This article develops the concept of “affective authenticity” to explore the experiences and reception of US-based African migrant musicians in the 1960s and 1970s. Based on interviews, archival sources and musical analysis, we trace the migration stories of South African singer Letta Mbulu and the ways in which she negotiated conflicting demands for “authenticity” in her musical performances on the American stage. Affective authenticity represents a heterogenous, explorative sound, reflecting pan-African politics and aesthetics that created the very conditions for African and African American musical collaborations. This aesthetic was countered with expectations for “scientific authenticity:” an ethno-linguistically circumscribed performance that catered to colonial ears and conceptualized African musics as insular, ancient and unchanging – an aesthetic held and policed primarily by (white) music critics. Through analysis of the Yoruba hymn Ise Oluwa (1927) and its “translations” in Mbulu’s performance on the soundtrack for the television show Roots (1977), we show the careful balance of voices, texts, instruments, and rhythms African migrant musicians perform in order to adhere to conflicting demands for authenticity, and the rebuke they experience when they transgress them. We also place conceptualizations of affective and scientific authenticity applied to popular music in broader discourses occurring during the height of the civil rights movement in the United States, the decolonization of Africa, and the entrenchment of the apartheid regime in South Africa.

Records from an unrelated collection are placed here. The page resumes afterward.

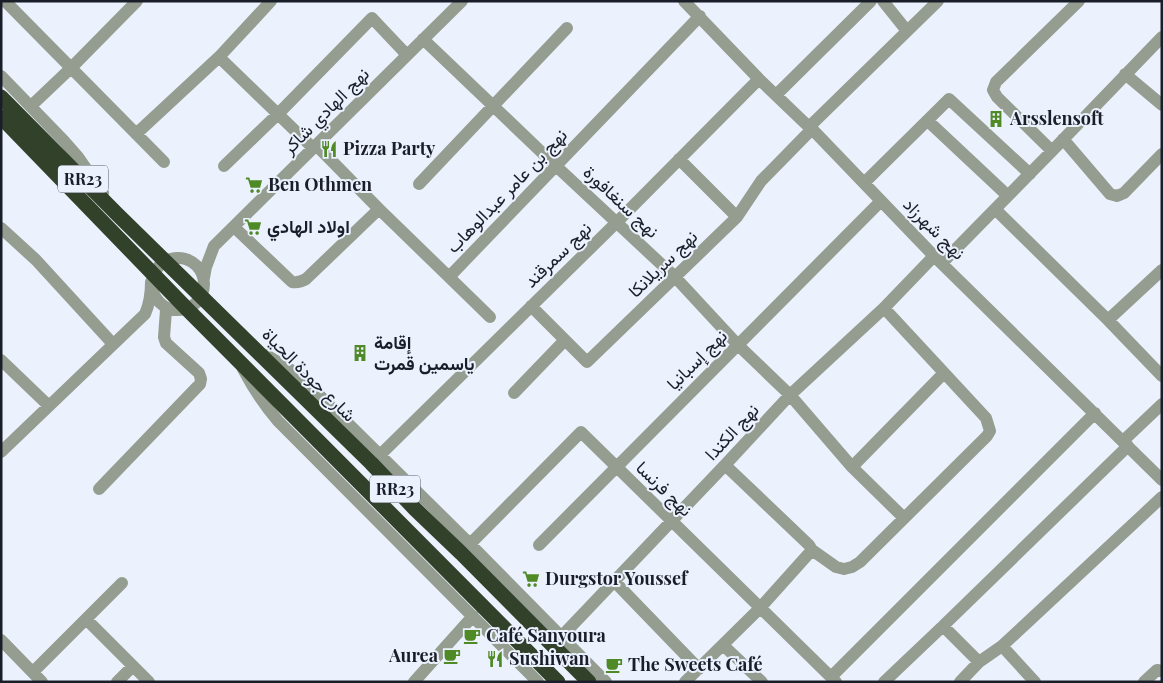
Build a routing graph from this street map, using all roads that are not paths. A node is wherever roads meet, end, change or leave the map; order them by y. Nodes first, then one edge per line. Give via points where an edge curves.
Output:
1 (5, 1) edge
2 (137, 1) edge
3 (271, 1) edge
4 (684, 1) edge
5 (871, 1) edge
6 (883, 1) edge
7 (938, 1) edge
8 (1079, 1) edge
9 (460, 2) edge
10 (700, 16) junction
11 (567, 28) dead end
12 (906, 31) junction
13 (1162, 37) edge
14 (423, 39) junction
15 (407, 55) junction
16 (218, 58) junction
17 (71, 68) junction
18 (1126, 74) junction
19 (1, 76) edge
20 (759, 79) junction
21 (776, 95) junction
22 (1, 97) edge
23 (1162, 105) edge
24 (31, 106) junction
25 (494, 106) junction
26 (278, 114) junction
27 (1, 117) edge
28 (928, 121) junction
29 (810, 128) junction
30 (136, 134) junction
31 (1063, 139) junction
32 (315, 146) junction
33 (1052, 151) junction
34 (1162, 154) edge
35 (679, 159) junction
36 (164, 162) dead end
37 (224, 166) dead end
38 (556, 166) junction
39 (1030, 174) junction
40 (864, 183) junction
41 (419, 184) dead end
42 (1008, 196) junction
43 (881, 201) junction
44 (995, 208) junction
45 (379, 209) junction
46 (117, 214) junction
47 (737, 218) junction
48 (617, 222) junction
49 (234, 226) junction
50 (1, 228) edge
51 (214, 246) junction
52 (182, 257) junction
53 (938, 259) junction
54 (165, 260) junction
55 (1162, 270) edge
56 (449, 277) junction
57 (675, 277) junction
58 (152, 278) junction
59 (204, 278) junction
60 (202, 296) junction
61 (531, 306) junction
62 (884, 308) junction
63 (177, 310) junction
64 (145, 314) junction
65 (490, 318) dead end
66 (1108, 320) junction
67 (565, 340) junction
68 (113, 344) junction
69 (738, 344) junction
70 (255, 349) junction
71 (237, 358) junction
72 (1, 360) edge
73 (944, 373) junction
74 (1162, 376) edge
75 (514, 393) dead end
76 (790, 395) junction
77 (1162, 404) edge
78 (49, 406) junction
79 (1095, 413) junction
80 (1125, 443) junction
81 (1, 452) edge
82 (380, 455) junction
83 (725, 465) junction
84 (616, 466) junction
85 (852, 466) junction
86 (1162, 480) edge
87 (99, 489) dead end
88 (1162, 497) edge
89 (904, 518) junction
90 (672, 521) junction
91 (470, 544) junction
92 (538, 545) dead end
93 (812, 550) junction
94 (614, 581) junction
95 (122, 583) dead end
96 (760, 608) junction
97 (473, 616) junction
98 (86, 618) junction
99 (943, 626) junction
100 (561, 637) junction
101 (1, 640) edge
102 (723, 645) junction
103 (1002, 646) junction
104 (979, 662) junction
105 (133, 666) junction
106 (699, 669) junction
107 (1162, 671) edge
108 (37, 677) edge
109 (833, 679) edge
110 (534, 680) edge
111 (117, 682) edge
112 (149, 682) edge
113 (414, 682) edge
114 (558, 682) edge
115 (589, 682) edge
116 (606, 682) edge
117 (685, 682) edge
118 (762, 682) edge
119 (884, 682) edge
120 (960, 682) edge
121 (1035, 682) edge
122 (1144, 682) edge

1 - 17 street
2 - 17 street
3 - 16 street
4 - 10 street, نهج شهرزاد
5 - 21 street
6 - 12 street
7 - 12 street, نهج سريلانكا
8 - 33 street via 996,82 993,90
9 - 14 street, نهج الهادي شاكر
10 - 20 street, نهج شهرزاد
10 - 38 street, نهج بن عامر عبدالوهاب
11 - 25 street
12 - 29 street, نهج سريلانكا
13 - 18 street, نهج الكندا
14 - 15 street, نهج الهادي شاكر
14 - 25 street, نهج سنغافورة
15 - 26 street via 372,18
15 - 32 street, نهج الهادي شاكر
16 - 26 street, نهج بن عامر عبدالوهاب
16 - 30 street
17 - 24 street
17 - 30 street
18 - 23 street
18 - 31 street, نهج الكندا
19 - 24 street
20 - 21 street, نهج شهرزاد
20 - 35 street, نهج سمرقند
21 - 29 street, نهج شهرزاد
22 - 46 highway, شارع جودة الحياة / RR23
24 - 46 street via 78,157
25 - 38 street, نهج سنغافورة
25 - 41 street
26 - 32 street, نهج بن عامر عبدالوهاب
26 - 37 street
27 - 58 highway, RR23
28 - 39 street via 949,99
28 - 40 street
28 - 42 street
29 - 40 street, نهج شهرزاد
29 - 47 street, نهج سريلانكا via 762,181
30 - 36 street
31 - 33 street, نهج الكندا
31 - 34 street via 1110,194 1117,196 1124,194
32 - 45 street, نهج بن عامر عبدالوهاب
32 - 49 street, نهج الهادي شاكر
33 - 39 street, نهج الكندا
35 - 47 street
35 - 48 street, نهج سمرقند
38 - 48 street, نهج سنغافورة
38 - 56 street, نهج بن عامر عبدالوهاب
39 - 42 street, نهج الكندا
40 - 43 street, نهج شهرزاد
42 - 44 street, نهج الكندا
43 - 53 street, نهج شهرزاد
43 - 69 street, نهج إسبانيا
44 - 53 street, نهج الكندا
44 - 66 street
45 - 49 street via 306,279 296,282 292,282
45 - 56 street, نهج بن عامر عبدالوهاب
46 - 54 highway, شارع جودة الحياة / RR23
47 - 57 street, نهج سريلانكا
48 - 57 street, نهج سنغافورة
48 - 61 street, نهج سمرقند
49 - 51 street, نهج الهادي شاكر
50 - 68 street via 36,260
51 - 52 street
51 - 59 street
52 - 54 street
52 - 59 street via 196,264
53 - 62 street, نهج الكندا
53 - 79 street, نهج شهرزاد
54 - 58 street
54 - 60 highway, شارع جودة الحياة / RR23
55 - 66 street
56 - 65 street
57 - 67 street, نهج سريلانكا via 587,362
57 - 69 street, نهج سنغافورة
58 - 63 highway, RR23
58 - 64 street
59 - 60 street
60 - 63 street via 196,304
60 - 70 highway, شارع جودة الحياة / RR23
61 - 67 street, نهج سريلانكا
61 - 82 street, نهج سمرقند
62 - 73 street
62 - 76 street, نهج الكندا
63 - 64 street
63 - 71 highway, RR23
63 - 87 street via 164,336 166,343 199,373 200,384
64 - 68 street
66 - 74 street
67 - 75 street
68 - 78 street
69 - 76 street, نهج سنغافورة
69 - 84 street, نهج إسبانيا
70 - 82 street via 294,372
70 - 115 highway, شارع جودة الحياة / RR23
71 - 97 street via 278,421
71 - 114 highway, RR23
72 - 78 street
73 - 85 street
73 - 89 street via 986,418 990,431
76 - 83 street, نهج الكندا
76 - 85 street, نهج سنغافورة
77 - 80 street
78 - 81 street
79 - 80 street, نهج شهرزاد
79 - 109 street
80 - 86 street, نهج شهرزاد
80 - 99 street
82 - 91 street
83 - 90 street, نهج الكندا
83 - 93 street
84 - 90 street, نهج فرنسا
84 - 91 street, نهج فرنسا via 581,432
84 - 92 street, نهج إسبانيا
85 - 89 street, نهج سنغافورة
88 - 103 street
89 - 93 street via 852,567 836,567
90 - 94 street, نهج الكندا
90 - 96 street, نهج فرنسا
91 - 100 street
93 - 96 street
94 - 100 street, نهج الكندا
94 - 106 street
95 - 98 street
96 - 102 street
96 - 109 street, نهج فرنسا
97 - 110 street
97 - 113 street
98 - 105 street
98 - 108 street
99 - 104 street
99 - 119 street
100 - 116 street
101 - 108 street
102 - 106 street
102 - 118 street
103 - 104 street
103 - 121 street
104 - 120 street
105 - 111 street
105 - 112 street
106 - 117 street
107 - 122 street via 1157,670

Affective Authenticity: South African Singer Letta Mbulu Transforms Yoruba Hymn “Ise Oluwa” into Roots Theme Song
Ofer Gazit is a lecturer in ethnomusicology at Tel Aviv University, Israel. He teaches and writes about issues of migration, borders, and citizenship in the US and the Caribbean from a musical perspective. He has contributed articles and chapters to publications in sound and media studies, ethnomusicology, and jazz studies. His book Jazz Migrations is forthcoming with Oxford University Press.
Nili Belkind is a Research fellow at the Hebrew University of Jerusalem. She holds a PhD in Ethnomusicology from Columbia University (2014) and is an ethnomusicologist specializing in the Middle East—with a special focus on Palestine/Israel—and the Caribbean. Nili’s award winning book (ICTM 2022) Music in Conflict: Palestine, Israel and the Politics of Aesthetic Production (Routledge 2021) studies the complex relationship of musical culture to political life in the shadow of conflict and occupation in Palestine-Israel. She has published articles or book chapters on topics such as music and: urban regeneration (2019); the construction of diasporic imaginations (2016); cultural intimacy across ethnonational conflict (2021); social movements (2013); cultural diplomacy (2010 and 2021); Orientalism (upcoming 2024). Prior to her academic career Nii has spend many years in the (world) music industry working as an album producer, label manager, product manager, booker and more. Two albums she has co-produced (with the Puerto Rican band Plna Libre) were nominated for a Grammy.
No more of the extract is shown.